Food, herbs and Hippocrates
Hippocrates is credited with the phrase ‘let food be thy medicine and medicine be thy food’ (tho you won’t find those exact words in his writings) and this reflects the way medicine was practiced at that time – the 5th century BCE – two and a half thousand years ago. Scholars of ancient medicine paint a picture of doctors instructing people to prepare local plants in recipes that they prepare themselves, with ingredients that are not fixed but often depend on what is to hand.
This is an abbreviated version of an article on Hippocratic medicine I wrote recently, and you can read it here.
The article draws on the work of a number of scholars of the Hippocratic Corpus. Hippocrates probably didn’t write any of the Hippocratic works, rather they are the work of his followers – and they were written over a period of 700 years. My friends Alain Touwaide and Emmanuela Appetiti from the Institute for the Preservation of Medical Traditions have made a lifetime study of the medicinal plants of antiquity and in a recent article they document 380 species of medicinal plants which were used throughout the Hippocratic Corpus. These plants were used for a total of 3480 uses. Some plants were mentioned often, up to 87 times, and others were mentioned just once. On analysis, 40% of the documented plant uses come from just 44 plants. Furthermore, 77% of these plants (34 of the 44) were also eaten as foods (Touwaide & Appetiti, 2014). So while many plants are mentioned in the Corpus, a small number are used regularly, and a many more were used rarely.
The majority of these commonly used plants are well known today and include galic, celery and cabbage as well as culinary herbs such as sage and oregano, and herbal favourites such as elder. Touwaide and Appetiti suggest that these plants were cultivated close to patients’ homes and eaten fresh – these plants were cheap and easily available. In other research, Pitman (2014) indicates that plant preparations in ancient Greece are similar to those used today – including infusions and decoctions (the herbs being strained or pressed); plants prepared in honey, wine or vinegar, or made into lozenges or pills.

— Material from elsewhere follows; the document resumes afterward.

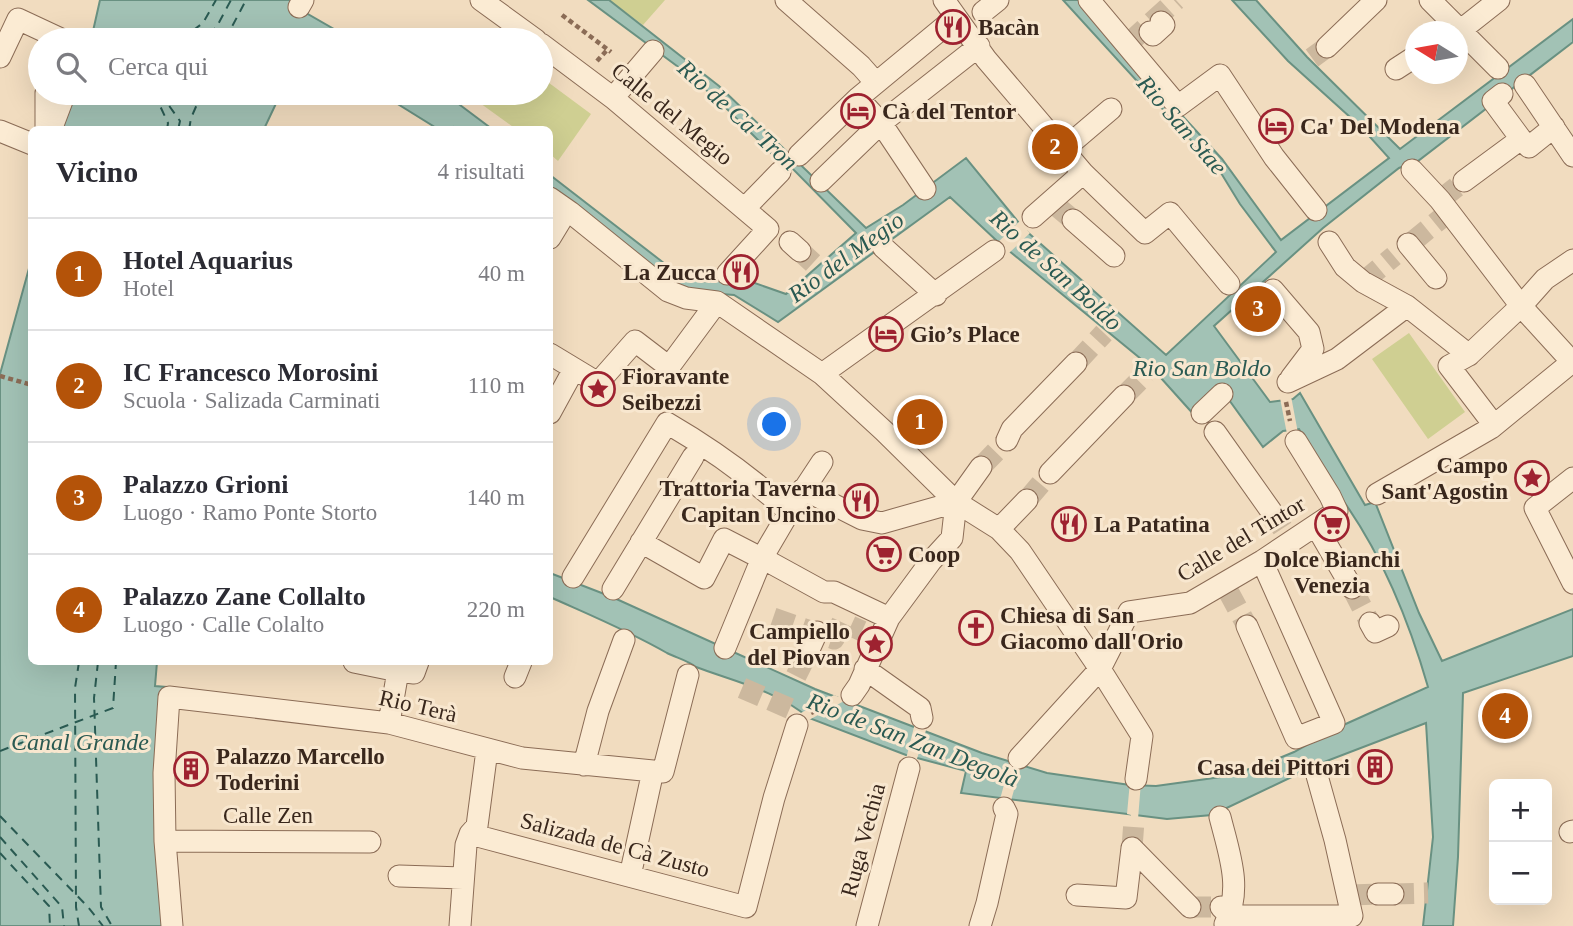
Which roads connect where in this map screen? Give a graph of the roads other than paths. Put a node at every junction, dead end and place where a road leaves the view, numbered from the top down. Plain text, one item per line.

Another researcher, Totelin (2009) has made a specific study of the recipes in the Hippocratic writings (I give an example of one of these in my article), and he draws many parallels between the recipes used for medicine in the Hippocratic Corpus and basic recipes used in cooking. He suggests that recipes in the Hippocratic Corpus give basic principles and examples of ingredients with the understanding that the individual will substitute and adapt according to the needs of an individual patient and the remedies available.
So it seems that in the time of the ancient Greeks, medicine was seen as something that was treated at home, using locally available plants, prepared in the kitchen. The grassroots herbal medicine movement is truly revitalising a very old tradition.